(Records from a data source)
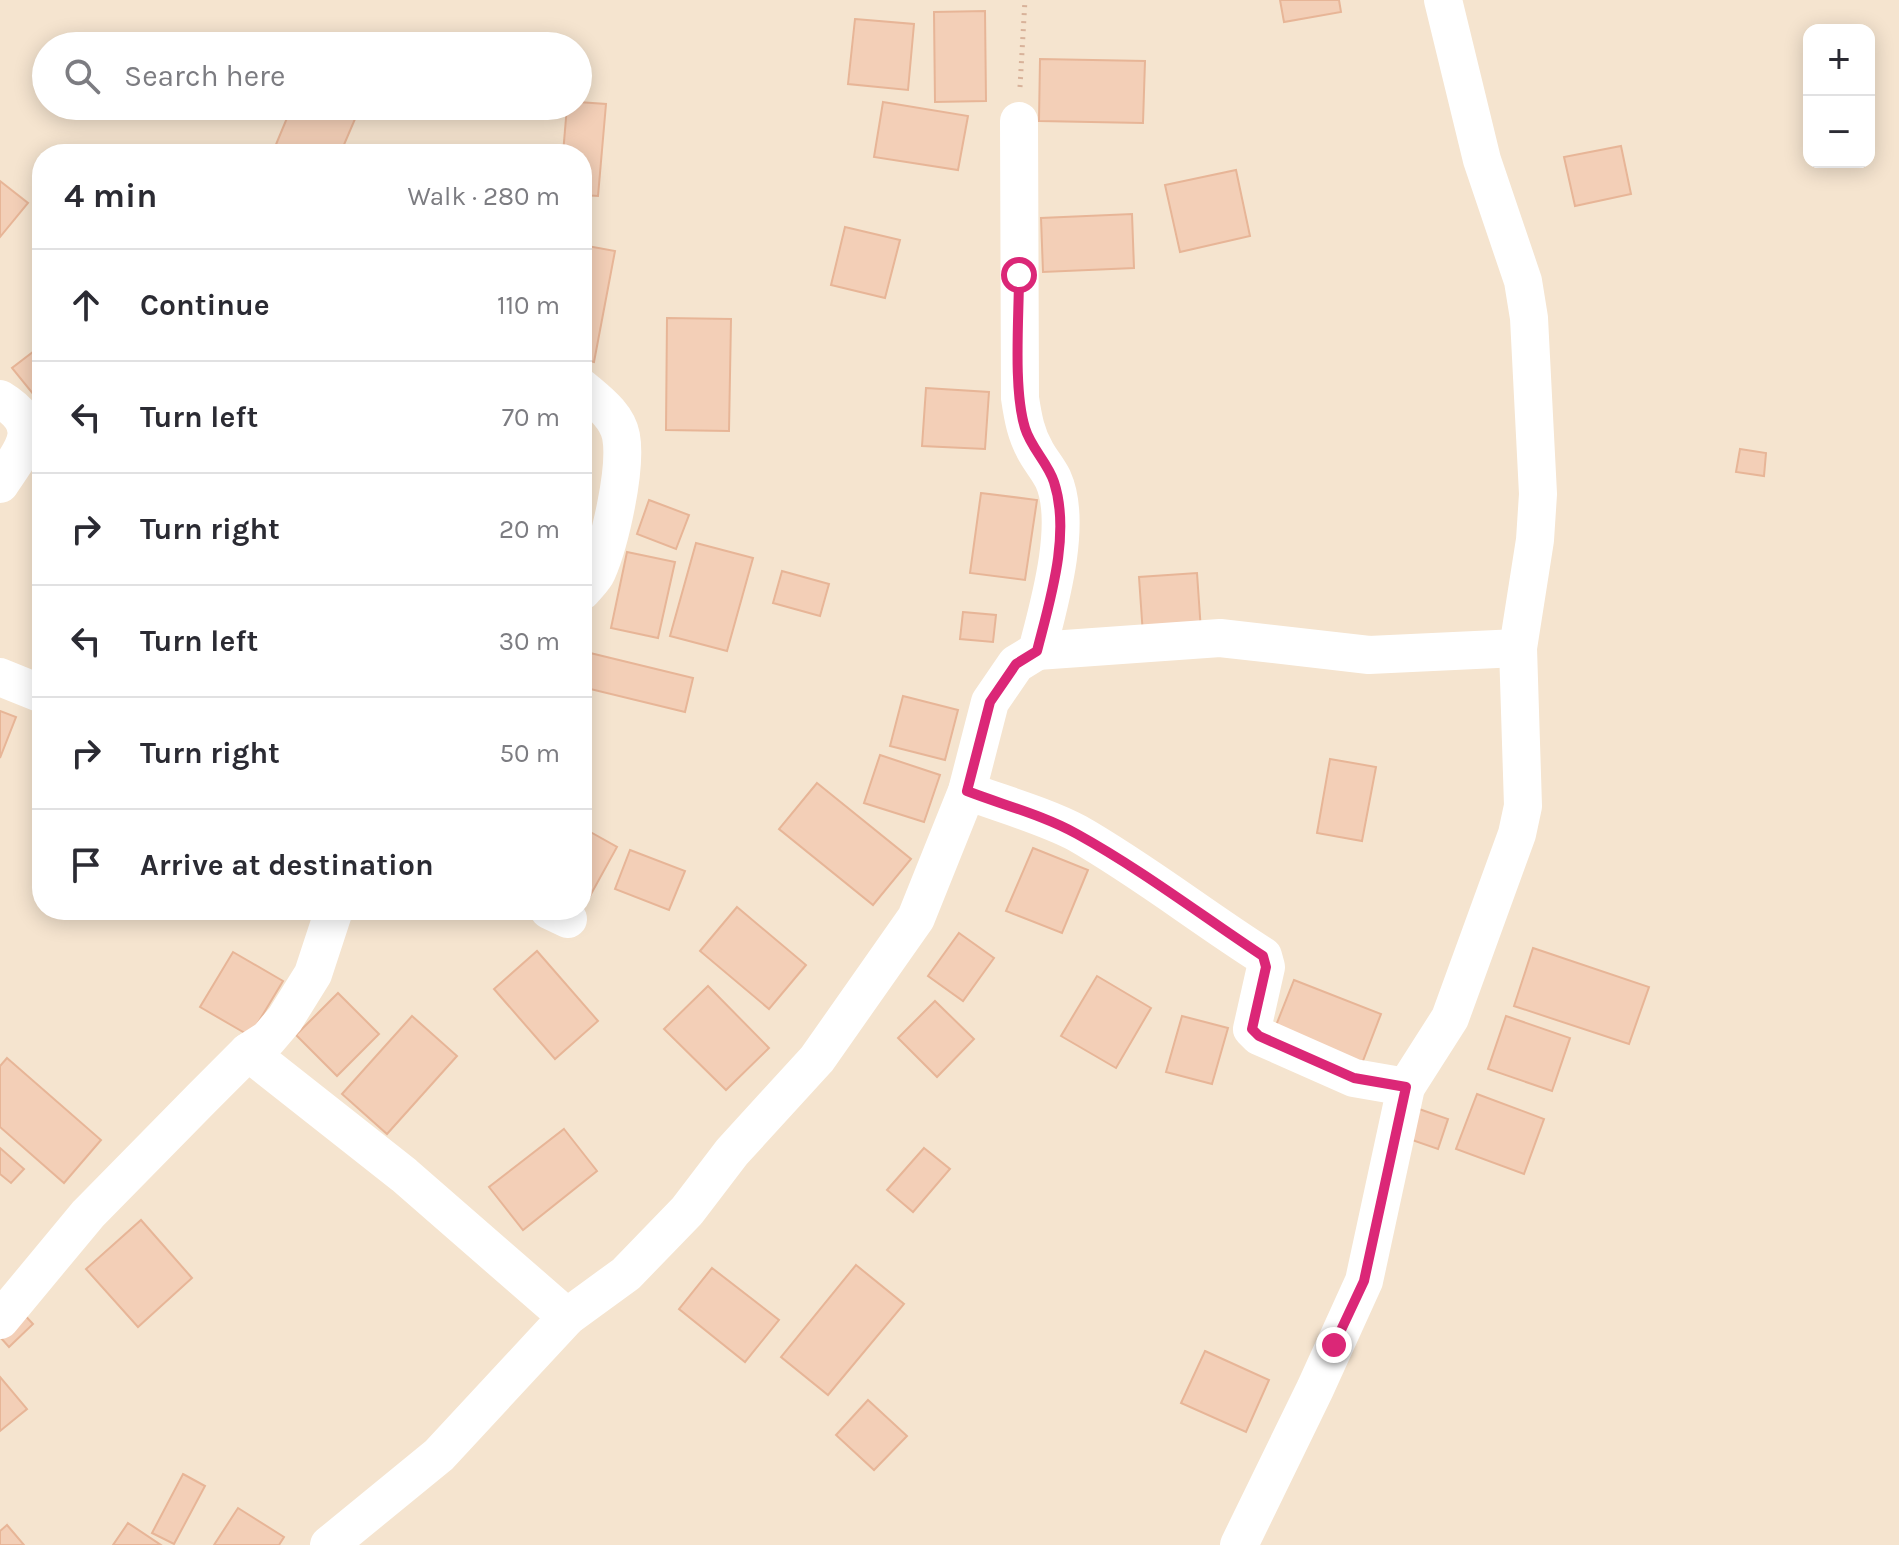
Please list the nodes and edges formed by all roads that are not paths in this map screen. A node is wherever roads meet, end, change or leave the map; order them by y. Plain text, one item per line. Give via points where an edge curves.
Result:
1 (1443, 0) edge
2 (1019, 121) road end
3 (592, 397) edge
4 (0, 399) edge
5 (0, 484) edge
6 (592, 580) edge
7 (1518, 648) junction
8 (1037, 651) junction
9 (0, 677) edge
10 (32, 690) edge
11 (967, 791) junction
12 (312, 920) edge
13 (330, 920) edge
14 (319, 951) junction
15 (248, 1052) junction
16 (1406, 1087) junction
17 (567, 1317) junction
18 (0, 1320) edge
19 (329, 1545) edge
20 (1239, 1545) edge

1 - 7 street via 1482,160 1523,281 1529,318 1538,494
2 - 8 street via 1020,398 1025,429 1053,480 1062,520
3 - 6 street via 610,413 621,435 620,477 606,544
4 - 5 street via 20,411 28,427 23,450
7 - 8 street via 1369,655 1220,638
7 - 16 street via 1523,806 1517,834 1450,1018
8 - 11 street via 1016,664 990,702
9 - 10 street
11 - 16 street via 1074,832 1263,956 1266,967 1252,1029 1259,1036 1354,1078
11 - 17 street via 916,918 817,1059 677,1222 626,1274
12 - 14 street
13 - 14 street
14 - 15 street via 313,974 285,1019
15 - 17 street via 404,1175
15 - 18 street via 88,1214
16 - 20 street via 1364,1281
17 - 19 street via 439,1455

### How to complete this task
The entries above need to be repeated word for word, minus their pictures.

### Result
Please list the nodes and edges formed by all roads that are not paths in this map screen. A node is wherever roads meet, end, change or leave the map; order them by y. Plain text, one item per line. Give via points where an edge curves.
Result:
1 (1443, 0) edge
2 (1019, 121) road end
3 (592, 397) edge
4 (0, 399) edge
5 (0, 484) edge
6 (592, 580) edge
7 (1518, 648) junction
8 (1037, 651) junction
9 (0, 677) edge
10 (32, 690) edge
11 (967, 791) junction
12 (312, 920) edge
13 (330, 920) edge
14 (319, 951) junction
15 (248, 1052) junction
16 (1406, 1087) junction
17 (567, 1317) junction
18 (0, 1320) edge
19 (329, 1545) edge
20 (1239, 1545) edge

1 - 7 street via 1482,160 1523,281 1529,318 1538,494
2 - 8 street via 1020,398 1025,429 1053,480 1062,520
3 - 6 street via 610,413 621,435 620,477 606,544
4 - 5 street via 20,411 28,427 23,450
7 - 8 street via 1369,655 1220,638
7 - 16 street via 1523,806 1517,834 1450,1018
8 - 11 street via 1016,664 990,702
9 - 10 street
11 - 16 street via 1074,832 1263,956 1266,967 1252,1029 1259,1036 1354,1078
11 - 17 street via 916,918 817,1059 677,1222 626,1274
12 - 14 street
13 - 14 street
14 - 15 street via 313,974 285,1019
15 - 17 street via 404,1175
15 - 18 street via 88,1214
16 - 20 street via 1364,1281
17 - 19 street via 439,1455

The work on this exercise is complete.